From the first line to the last, return the data exactly, with no pictures.

(Beginning of THE RECORDS)

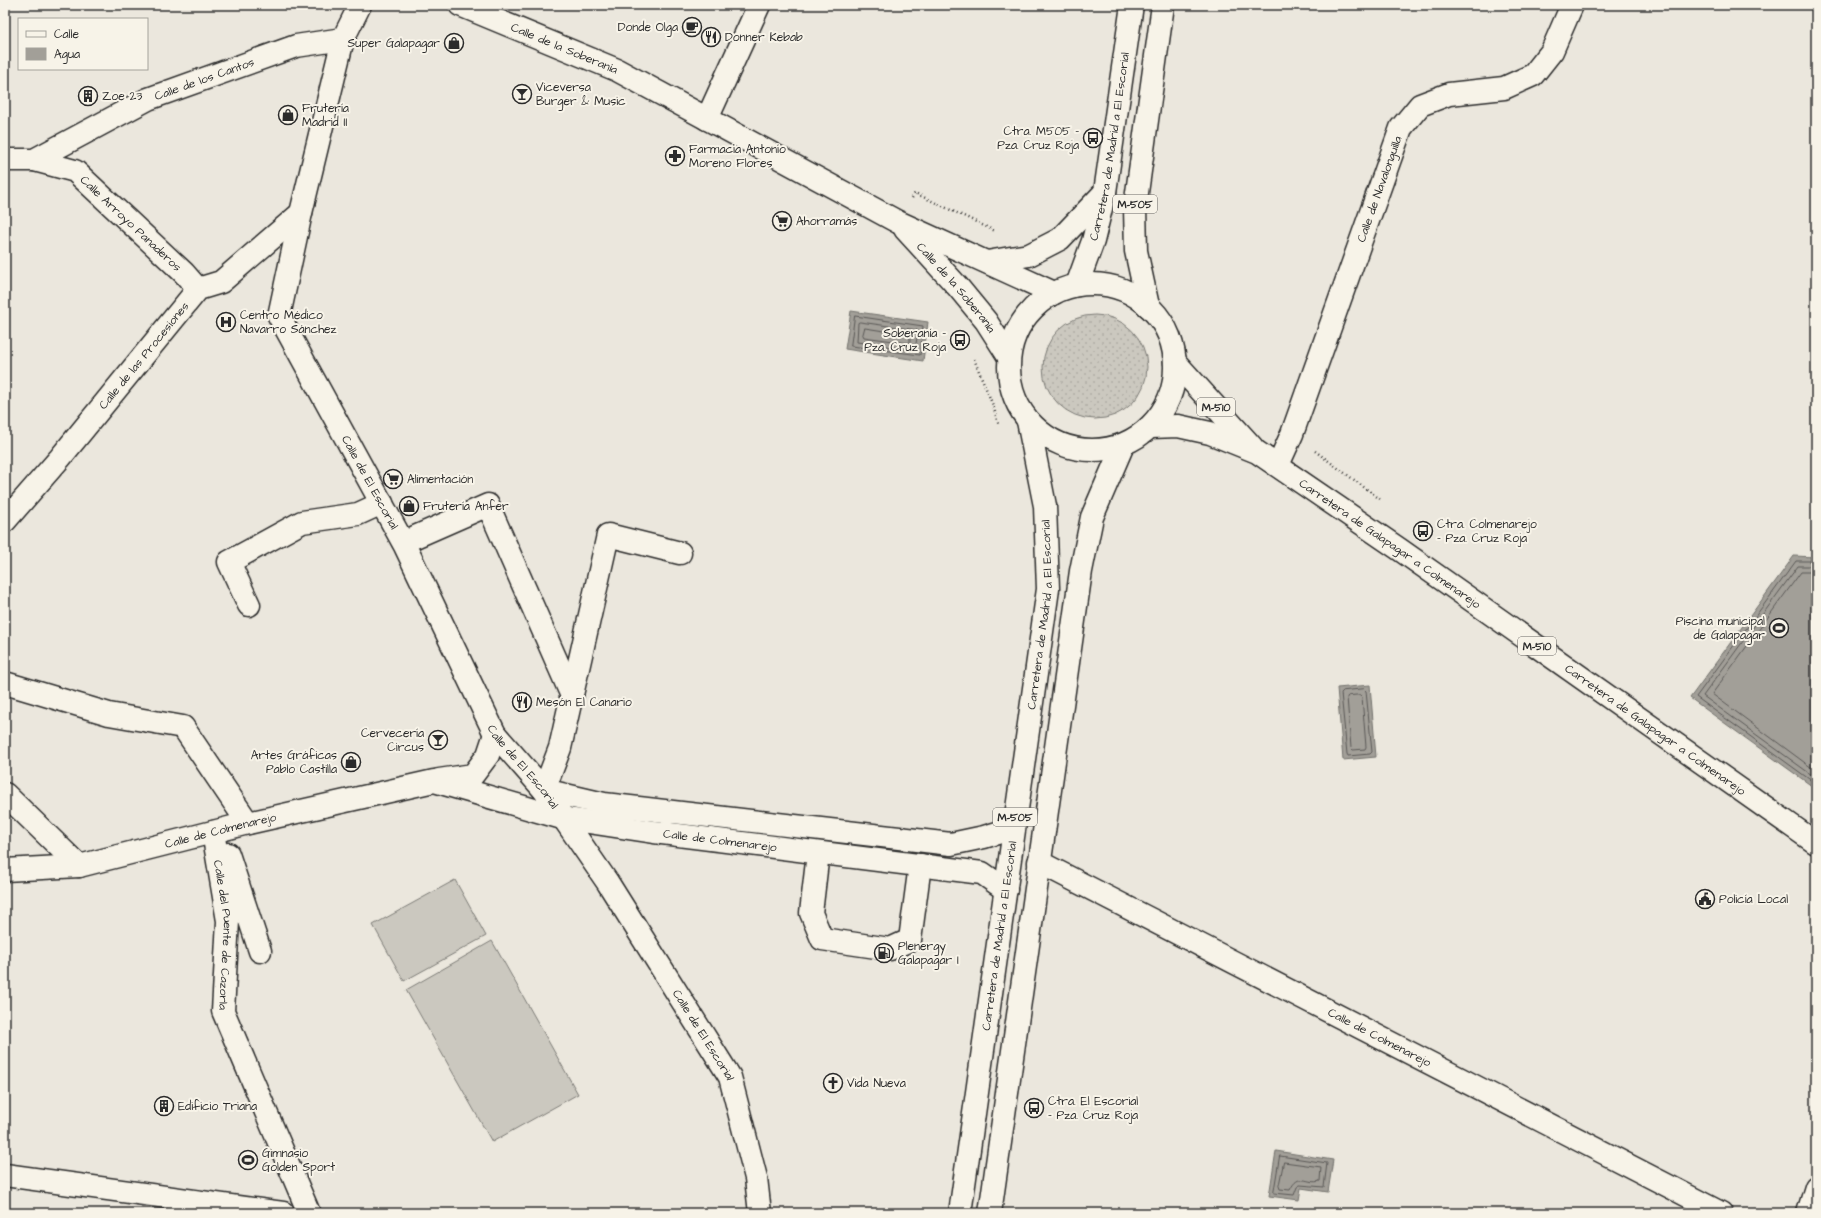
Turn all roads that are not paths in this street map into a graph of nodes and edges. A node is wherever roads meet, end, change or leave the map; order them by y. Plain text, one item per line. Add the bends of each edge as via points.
1 (360, 5) edge
2 (460, 5) edge
3 (759, 5) edge
4 (1132, 5) edge
5 (1163, 5) edge
6 (1572, 5) edge
7 (343, 39) junction
8 (707, 119) junction
9 (5, 160) edge
10 (34, 160) junction
11 (1105, 192) junction
12 (301, 213) junction
13 (898, 222) junction
14 (987, 262) junction
15 (1077, 285) junction
16 (198, 289) junction
17 (1054, 293) junction
18 (1148, 306) junction
19 (1009, 357) junction
20 (1175, 362) junction
21 (1028, 421) junction
22 (1151, 427) junction
23 (1123, 445) junction
24 (1257, 452) junction
25 (1278, 465) junction
26 (382, 503) junction
27 (5, 521) edge
28 (415, 537) dead end
29 (680, 553) dead end
30 (248, 605) dead end
31 (5, 683) edge
32 (572, 696) junction
33 (495, 734) junction
34 (434, 781) junction
35 (544, 790) junction
36 (5, 794) edge
37 (562, 818) junction
38 (248, 823) junction
39 (1014, 828) junction
40 (216, 831) junction
41 (1816, 843) edge
42 (818, 852) junction
43 (1039, 862) junction
44 (920, 865) junction
45 (79, 866) junction
46 (5, 870) edge
47 (1006, 890) junction
48 (260, 951) dead end
49 (5, 1175) edge
50 (1816, 1187) edge
51 (283, 1213) edge
52 (309, 1213) edge
53 (760, 1213) edge
54 (960, 1213) edge
55 (990, 1213) edge
56 (1721, 1213) edge
57 (1808, 1213) edge

1 - 7 main road
2 - 8 main road, Calle de la Soberanía via 617,70
3 - 8 main road
4 - 11 main road, Carretera de Madrid a El Escorial / M-505
5 - 18 main road, M-505 via 1135,207 1136,251
6 - 25 main road, Calle de Navalonguilla via 1552,51 1533,75 1504,88 1449,94 1420,105 1401,128 1292,434
7 - 10 main road, Calle de los Cantos via 296,46 148,99
7 - 12 main road
8 - 13 main road, Calle de la Soberanía
9 - 10 main road, Calle de los Cantos
10 - 16 main road, Calle Arroyo Panaderos via 75,171
11 - 14 main road via 1060,239 1029,255
11 - 15 main road, Carretera de Madrid a El Escorial / M-505 via 1093,241
12 - 16 main road via 221,282
12 - 26 main road, Calle de El Escorial via 279,316
13 - 14 main road, Calle de la Soberanía
13 - 19 main road, Calle de la Soberanía via 986,321
14 - 17 main road, Calle de la Soberanía
15 - 17 main road, M-505
15 - 18 main road, M-505 via 1100,284 1122,289
16 - 27 main road, Calle de las Procesiones
17 - 19 main road, M-505 via 1037,304 1024,319 1014,337
18 - 20 main road, M-505 via 1165,328 1172,344
19 - 21 main road, M-505 via 1012,390 1018,406
20 - 22 main road, M-505 via 1173,385 1165,408
20 - 24 main road, Carretera de Galapagar a Colmenarejo / M-510
21 - 23 main road, M-505 via 1047,438 1071,448 1098,451
21 - 39 main road, Carretera de Madrid a El Escorial / M-505 via 1045,506 1048,588
22 - 23 main road, M-505
22 - 24 main road, Carretera de Galapagar a Colmenarejo / M-510 via 1178,426 1210,433
23 - 43 main road, M-505 via 1092,518 1081,571
24 - 25 main road, Carretera de Galapagar a Colmenarejo / M-510
25 - 41 main road, Carretera de Galapagar a Colmenarejo / M-510
26 - 30 main road via 358,514 302,522 229,562
26 - 33 main road, Calle de El Escorial
28 - 32 main road via 488,505
29 - 32 main road via 608,535
31 - 38 main road via 109,714 183,728
32 - 35 main road via 560,748
33 - 34 main road, Calle de Colmenarejo via 488,755 473,775
33 - 35 main road, Calle de El Escorial
34 - 37 main road, Calle de Colmenarejo
34 - 38 main road, Calle de Colmenarejo
35 - 37 main road, Calle de El Escorial
35 - 39 main road, Calle de Colmenarejo via 604,804 951,844
36 - 45 main road
37 - 42 main road, Calle de Colmenarejo
37 - 53 main road, Calle de El Escorial via 608,883 730,1077 756,1178
38 - 40 main road, Calle de Colmenarejo
39 - 47 main road, Carretera de Madrid a El Escorial / M-505
40 - 45 main road, Calle de Colmenarejo
40 - 48 main road
40 - 52 main road, Calle del Puente de Cazorla via 228,921 223,1011
42 - 44 main road, Calle de Colmenarejo
42 - 44 main road via 811,913 822,939 890,949 910,940
43 - 55 main road, M-505
43 - 56 main road, Calle de Colmenarejo
44 - 47 main road, Calle de Colmenarejo via 982,873
45 - 46 main road, Calle de Colmenarejo
47 - 54 main road, Carretera de Madrid a El Escorial / M-505
49 - 51 main road
50 - 57 main road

(End of THE RECORDS)

> [PROBLEM SOLUTION]
Turn all roads that are not paths in this street map into a graph of nodes and edges. A node is wherever roads meet, end, change or leave the map; order them by y. Plain text, one item per line. Add the bends of each edge as via points.
1 (360, 5) edge
2 (460, 5) edge
3 (759, 5) edge
4 (1132, 5) edge
5 (1163, 5) edge
6 (1572, 5) edge
7 (343, 39) junction
8 (707, 119) junction
9 (5, 160) edge
10 (34, 160) junction
11 (1105, 192) junction
12 (301, 213) junction
13 (898, 222) junction
14 (987, 262) junction
15 (1077, 285) junction
16 (198, 289) junction
17 (1054, 293) junction
18 (1148, 306) junction
19 (1009, 357) junction
20 (1175, 362) junction
21 (1028, 421) junction
22 (1151, 427) junction
23 (1123, 445) junction
24 (1257, 452) junction
25 (1278, 465) junction
26 (382, 503) junction
27 (5, 521) edge
28 (415, 537) dead end
29 (680, 553) dead end
30 (248, 605) dead end
31 (5, 683) edge
32 (572, 696) junction
33 (495, 734) junction
34 (434, 781) junction
35 (544, 790) junction
36 (5, 794) edge
37 (562, 818) junction
38 (248, 823) junction
39 (1014, 828) junction
40 (216, 831) junction
41 (1816, 843) edge
42 (818, 852) junction
43 (1039, 862) junction
44 (920, 865) junction
45 (79, 866) junction
46 (5, 870) edge
47 (1006, 890) junction
48 (260, 951) dead end
49 (5, 1175) edge
50 (1816, 1187) edge
51 (283, 1213) edge
52 (309, 1213) edge
53 (760, 1213) edge
54 (960, 1213) edge
55 (990, 1213) edge
56 (1721, 1213) edge
57 (1808, 1213) edge

1 - 7 main road
2 - 8 main road, Calle de la Soberanía via 617,70
3 - 8 main road
4 - 11 main road, Carretera de Madrid a El Escorial / M-505
5 - 18 main road, M-505 via 1135,207 1136,251
6 - 25 main road, Calle de Navalonguilla via 1552,51 1533,75 1504,88 1449,94 1420,105 1401,128 1292,434
7 - 10 main road, Calle de los Cantos via 296,46 148,99
7 - 12 main road
8 - 13 main road, Calle de la Soberanía
9 - 10 main road, Calle de los Cantos
10 - 16 main road, Calle Arroyo Panaderos via 75,171
11 - 14 main road via 1060,239 1029,255
11 - 15 main road, Carretera de Madrid a El Escorial / M-505 via 1093,241
12 - 16 main road via 221,282
12 - 26 main road, Calle de El Escorial via 279,316
13 - 14 main road, Calle de la Soberanía
13 - 19 main road, Calle de la Soberanía via 986,321
14 - 17 main road, Calle de la Soberanía
15 - 17 main road, M-505
15 - 18 main road, M-505 via 1100,284 1122,289
16 - 27 main road, Calle de las Procesiones
17 - 19 main road, M-505 via 1037,304 1024,319 1014,337
18 - 20 main road, M-505 via 1165,328 1172,344
19 - 21 main road, M-505 via 1012,390 1018,406
20 - 22 main road, M-505 via 1173,385 1165,408
20 - 24 main road, Carretera de Galapagar a Colmenarejo / M-510
21 - 23 main road, M-505 via 1047,438 1071,448 1098,451
21 - 39 main road, Carretera de Madrid a El Escorial / M-505 via 1045,506 1048,588
22 - 23 main road, M-505
22 - 24 main road, Carretera de Galapagar a Colmenarejo / M-510 via 1178,426 1210,433
23 - 43 main road, M-505 via 1092,518 1081,571
24 - 25 main road, Carretera de Galapagar a Colmenarejo / M-510
25 - 41 main road, Carretera de Galapagar a Colmenarejo / M-510
26 - 30 main road via 358,514 302,522 229,562
26 - 33 main road, Calle de El Escorial
28 - 32 main road via 488,505
29 - 32 main road via 608,535
31 - 38 main road via 109,714 183,728
32 - 35 main road via 560,748
33 - 34 main road, Calle de Colmenarejo via 488,755 473,775
33 - 35 main road, Calle de El Escorial
34 - 37 main road, Calle de Colmenarejo
34 - 38 main road, Calle de Colmenarejo
35 - 37 main road, Calle de El Escorial
35 - 39 main road, Calle de Colmenarejo via 604,804 951,844
36 - 45 main road
37 - 42 main road, Calle de Colmenarejo
37 - 53 main road, Calle de El Escorial via 608,883 730,1077 756,1178
38 - 40 main road, Calle de Colmenarejo
39 - 47 main road, Carretera de Madrid a El Escorial / M-505
40 - 45 main road, Calle de Colmenarejo
40 - 48 main road
40 - 52 main road, Calle del Puente de Cazorla via 228,921 223,1011
42 - 44 main road, Calle de Colmenarejo
42 - 44 main road via 811,913 822,939 890,949 910,940
43 - 55 main road, M-505
43 - 56 main road, Calle de Colmenarejo
44 - 47 main road, Calle de Colmenarejo via 982,873
45 - 46 main road, Calle de Colmenarejo
47 - 54 main road, Carretera de Madrid a El Escorial / M-505
49 - 51 main road
50 - 57 main road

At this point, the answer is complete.